Stored data entries:

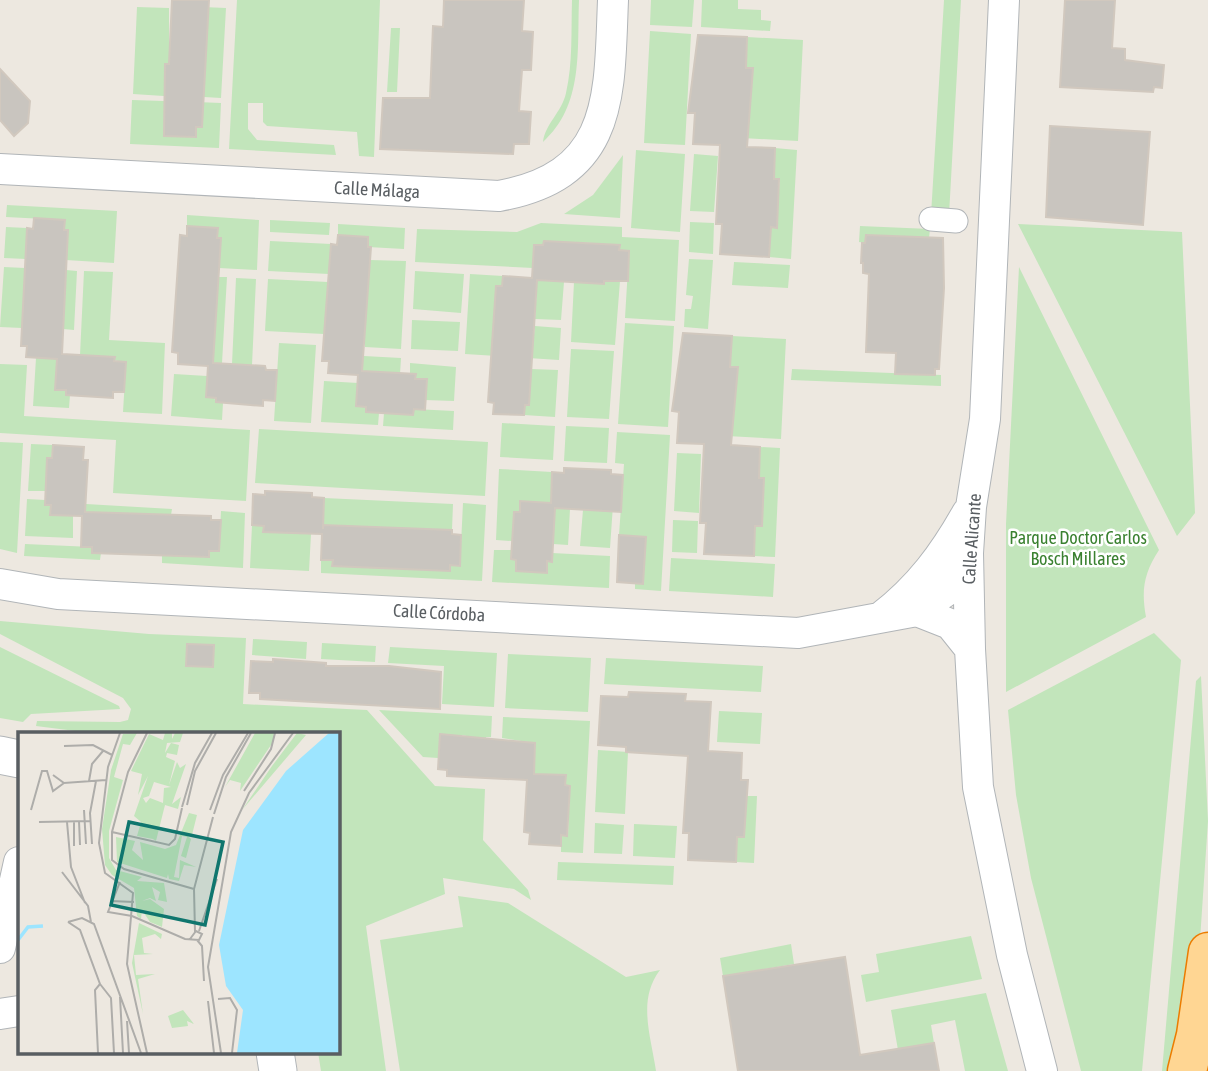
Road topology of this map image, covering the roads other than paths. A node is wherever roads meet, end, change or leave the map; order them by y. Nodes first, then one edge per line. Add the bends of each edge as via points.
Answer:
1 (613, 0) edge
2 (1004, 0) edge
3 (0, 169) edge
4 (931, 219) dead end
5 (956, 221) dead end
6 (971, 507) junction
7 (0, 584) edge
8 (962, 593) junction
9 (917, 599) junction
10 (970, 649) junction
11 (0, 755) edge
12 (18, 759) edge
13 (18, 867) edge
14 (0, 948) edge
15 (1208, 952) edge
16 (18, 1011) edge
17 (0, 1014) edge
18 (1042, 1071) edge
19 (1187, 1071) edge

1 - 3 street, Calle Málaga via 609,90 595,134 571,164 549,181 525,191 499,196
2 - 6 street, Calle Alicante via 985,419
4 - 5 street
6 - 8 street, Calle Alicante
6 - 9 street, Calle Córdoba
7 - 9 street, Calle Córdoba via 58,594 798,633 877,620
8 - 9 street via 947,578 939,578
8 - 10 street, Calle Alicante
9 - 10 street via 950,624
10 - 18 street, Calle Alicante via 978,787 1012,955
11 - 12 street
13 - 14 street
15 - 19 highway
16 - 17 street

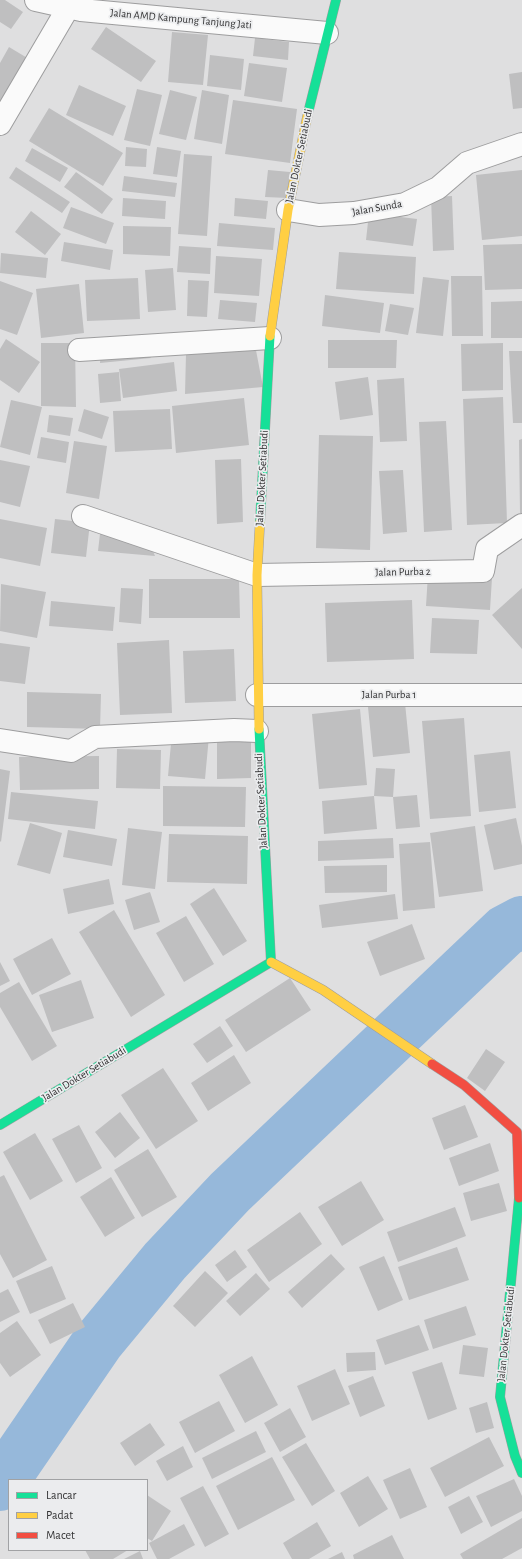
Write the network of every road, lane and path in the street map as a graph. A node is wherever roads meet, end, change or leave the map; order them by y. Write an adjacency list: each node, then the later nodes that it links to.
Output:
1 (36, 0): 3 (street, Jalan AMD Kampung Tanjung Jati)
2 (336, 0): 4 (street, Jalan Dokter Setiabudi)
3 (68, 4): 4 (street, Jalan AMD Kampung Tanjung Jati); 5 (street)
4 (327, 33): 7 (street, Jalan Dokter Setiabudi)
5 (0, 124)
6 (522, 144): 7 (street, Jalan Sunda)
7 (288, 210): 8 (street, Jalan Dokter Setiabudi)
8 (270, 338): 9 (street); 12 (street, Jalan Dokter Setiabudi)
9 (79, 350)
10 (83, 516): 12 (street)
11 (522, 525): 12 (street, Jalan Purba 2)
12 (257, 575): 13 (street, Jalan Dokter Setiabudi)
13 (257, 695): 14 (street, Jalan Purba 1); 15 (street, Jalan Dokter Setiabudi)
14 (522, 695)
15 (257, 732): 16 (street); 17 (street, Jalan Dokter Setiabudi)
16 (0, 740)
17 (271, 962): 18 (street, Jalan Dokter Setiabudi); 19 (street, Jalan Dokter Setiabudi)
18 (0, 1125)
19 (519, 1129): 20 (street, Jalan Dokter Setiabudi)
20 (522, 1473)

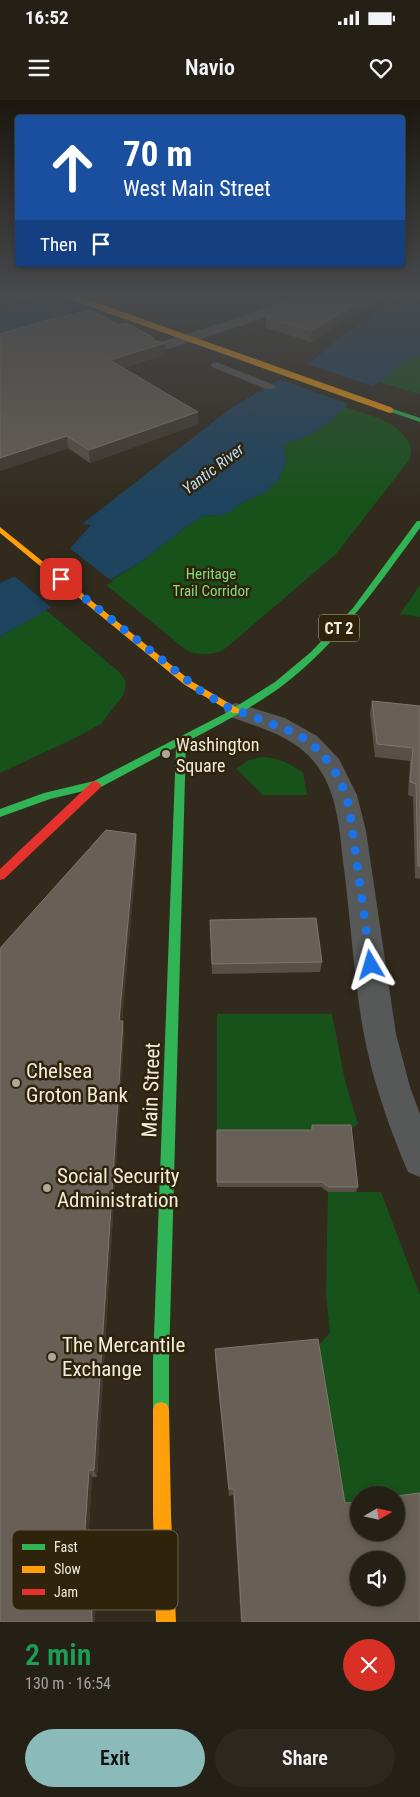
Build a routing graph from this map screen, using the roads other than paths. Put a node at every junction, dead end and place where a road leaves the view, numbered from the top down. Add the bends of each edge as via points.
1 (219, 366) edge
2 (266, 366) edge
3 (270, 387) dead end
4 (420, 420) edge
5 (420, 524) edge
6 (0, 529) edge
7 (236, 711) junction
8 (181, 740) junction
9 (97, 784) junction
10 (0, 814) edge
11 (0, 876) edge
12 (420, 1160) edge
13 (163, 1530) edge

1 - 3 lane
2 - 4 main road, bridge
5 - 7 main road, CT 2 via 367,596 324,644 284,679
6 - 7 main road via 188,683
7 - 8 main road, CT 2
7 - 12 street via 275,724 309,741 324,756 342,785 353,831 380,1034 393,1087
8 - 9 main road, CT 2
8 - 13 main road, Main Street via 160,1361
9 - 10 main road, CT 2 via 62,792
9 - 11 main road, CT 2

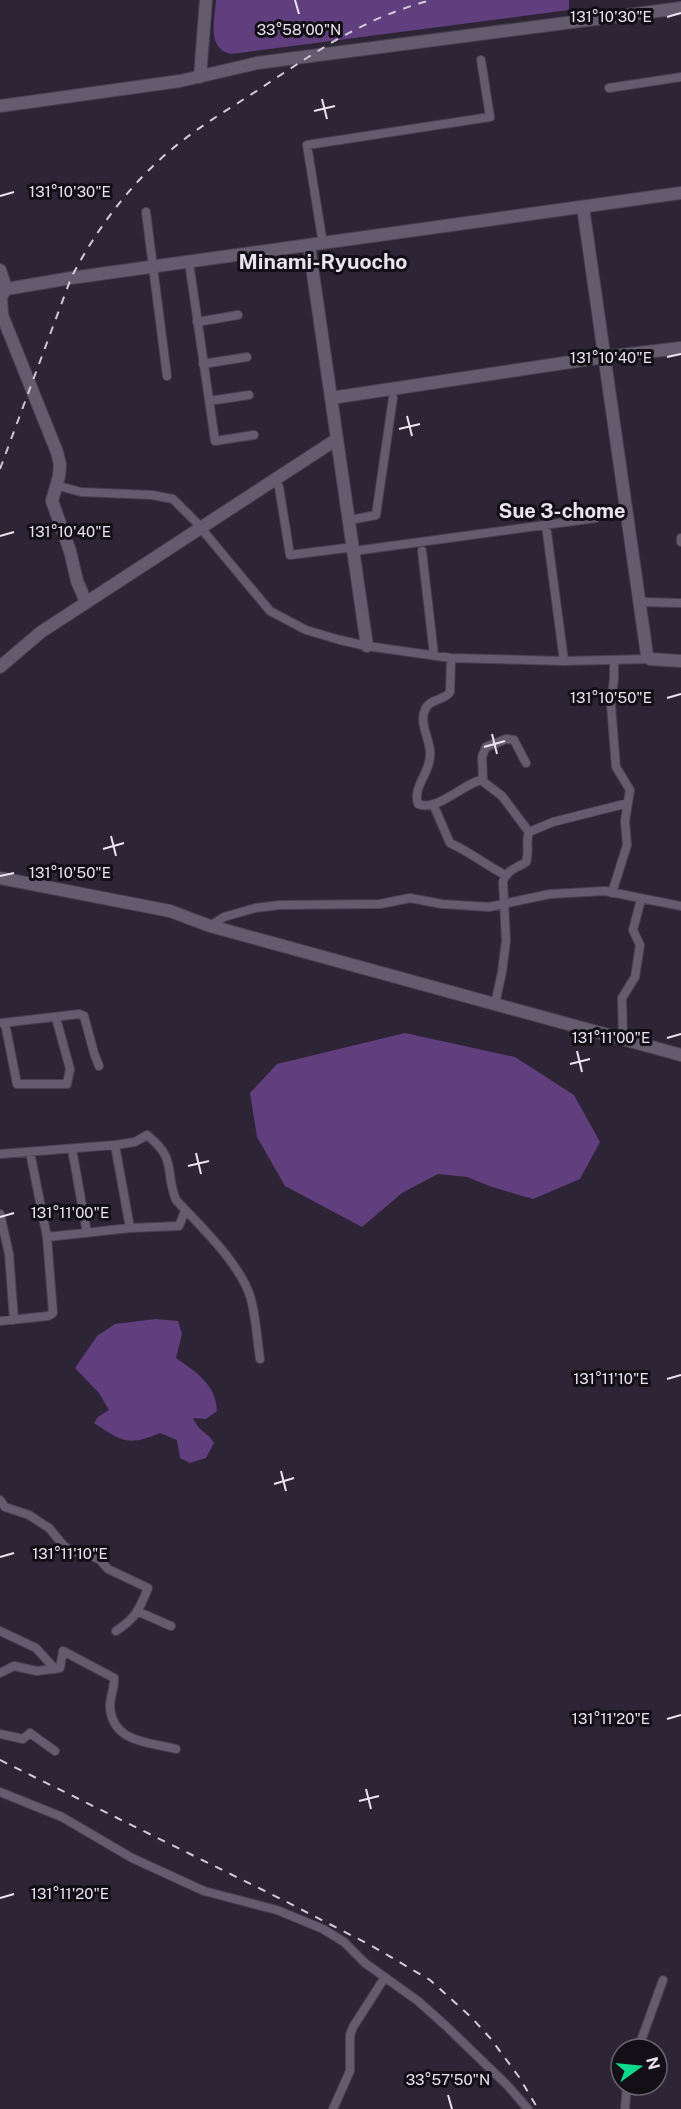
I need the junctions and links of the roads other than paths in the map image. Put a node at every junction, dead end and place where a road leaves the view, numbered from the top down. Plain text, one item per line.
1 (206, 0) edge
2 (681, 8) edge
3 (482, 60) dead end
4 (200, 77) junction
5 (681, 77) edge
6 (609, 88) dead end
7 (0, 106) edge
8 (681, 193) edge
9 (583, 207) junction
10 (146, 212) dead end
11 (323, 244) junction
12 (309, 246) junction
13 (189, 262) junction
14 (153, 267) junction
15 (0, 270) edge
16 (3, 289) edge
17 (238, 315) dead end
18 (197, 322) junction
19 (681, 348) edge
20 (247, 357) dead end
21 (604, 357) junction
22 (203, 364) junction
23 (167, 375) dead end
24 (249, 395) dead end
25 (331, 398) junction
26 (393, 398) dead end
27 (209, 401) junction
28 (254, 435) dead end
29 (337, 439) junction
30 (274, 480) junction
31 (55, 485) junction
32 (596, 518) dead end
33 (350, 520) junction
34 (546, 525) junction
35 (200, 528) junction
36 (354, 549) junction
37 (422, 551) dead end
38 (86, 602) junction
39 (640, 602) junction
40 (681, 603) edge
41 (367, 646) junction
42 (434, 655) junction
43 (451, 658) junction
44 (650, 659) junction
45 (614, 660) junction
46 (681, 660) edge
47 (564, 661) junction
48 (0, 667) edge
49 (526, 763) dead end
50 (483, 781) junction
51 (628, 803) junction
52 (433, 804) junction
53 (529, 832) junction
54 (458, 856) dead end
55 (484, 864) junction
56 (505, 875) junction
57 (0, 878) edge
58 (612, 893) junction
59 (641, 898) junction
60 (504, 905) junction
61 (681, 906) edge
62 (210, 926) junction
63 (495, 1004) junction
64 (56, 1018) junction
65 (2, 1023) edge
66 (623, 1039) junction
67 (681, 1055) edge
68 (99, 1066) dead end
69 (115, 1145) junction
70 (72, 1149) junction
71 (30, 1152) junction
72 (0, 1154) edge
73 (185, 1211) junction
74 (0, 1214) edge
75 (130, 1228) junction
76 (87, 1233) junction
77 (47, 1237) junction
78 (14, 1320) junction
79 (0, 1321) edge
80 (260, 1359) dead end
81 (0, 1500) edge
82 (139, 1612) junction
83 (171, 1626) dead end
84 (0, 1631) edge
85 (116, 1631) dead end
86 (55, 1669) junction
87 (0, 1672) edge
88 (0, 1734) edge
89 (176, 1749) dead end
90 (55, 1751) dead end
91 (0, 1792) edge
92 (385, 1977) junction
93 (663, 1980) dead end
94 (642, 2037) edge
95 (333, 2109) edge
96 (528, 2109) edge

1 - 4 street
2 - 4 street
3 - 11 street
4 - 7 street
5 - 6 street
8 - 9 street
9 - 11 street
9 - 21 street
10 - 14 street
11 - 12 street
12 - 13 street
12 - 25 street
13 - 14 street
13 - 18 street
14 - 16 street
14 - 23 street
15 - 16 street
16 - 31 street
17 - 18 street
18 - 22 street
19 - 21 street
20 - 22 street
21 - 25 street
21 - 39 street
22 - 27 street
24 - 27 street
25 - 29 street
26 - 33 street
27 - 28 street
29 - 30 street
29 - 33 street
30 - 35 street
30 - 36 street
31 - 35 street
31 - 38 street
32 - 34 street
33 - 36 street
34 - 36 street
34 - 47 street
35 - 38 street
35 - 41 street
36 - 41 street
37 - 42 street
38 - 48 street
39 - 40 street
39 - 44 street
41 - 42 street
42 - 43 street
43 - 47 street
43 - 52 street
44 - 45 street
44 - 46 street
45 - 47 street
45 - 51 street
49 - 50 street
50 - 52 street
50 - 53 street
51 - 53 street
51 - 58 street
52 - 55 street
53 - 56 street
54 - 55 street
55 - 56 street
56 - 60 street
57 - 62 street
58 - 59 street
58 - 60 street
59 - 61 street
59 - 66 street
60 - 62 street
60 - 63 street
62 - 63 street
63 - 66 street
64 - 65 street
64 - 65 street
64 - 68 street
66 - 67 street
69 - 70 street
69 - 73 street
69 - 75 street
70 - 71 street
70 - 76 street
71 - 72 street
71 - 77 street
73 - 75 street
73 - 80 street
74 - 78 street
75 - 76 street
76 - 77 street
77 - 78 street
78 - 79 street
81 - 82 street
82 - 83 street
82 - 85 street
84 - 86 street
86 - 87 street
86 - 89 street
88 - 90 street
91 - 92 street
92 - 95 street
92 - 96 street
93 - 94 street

TASK INSTRUCTIONS: Using the records above, say how many lines include the string "change". Only the number is wanted.

WRITTEN ANSWER: 2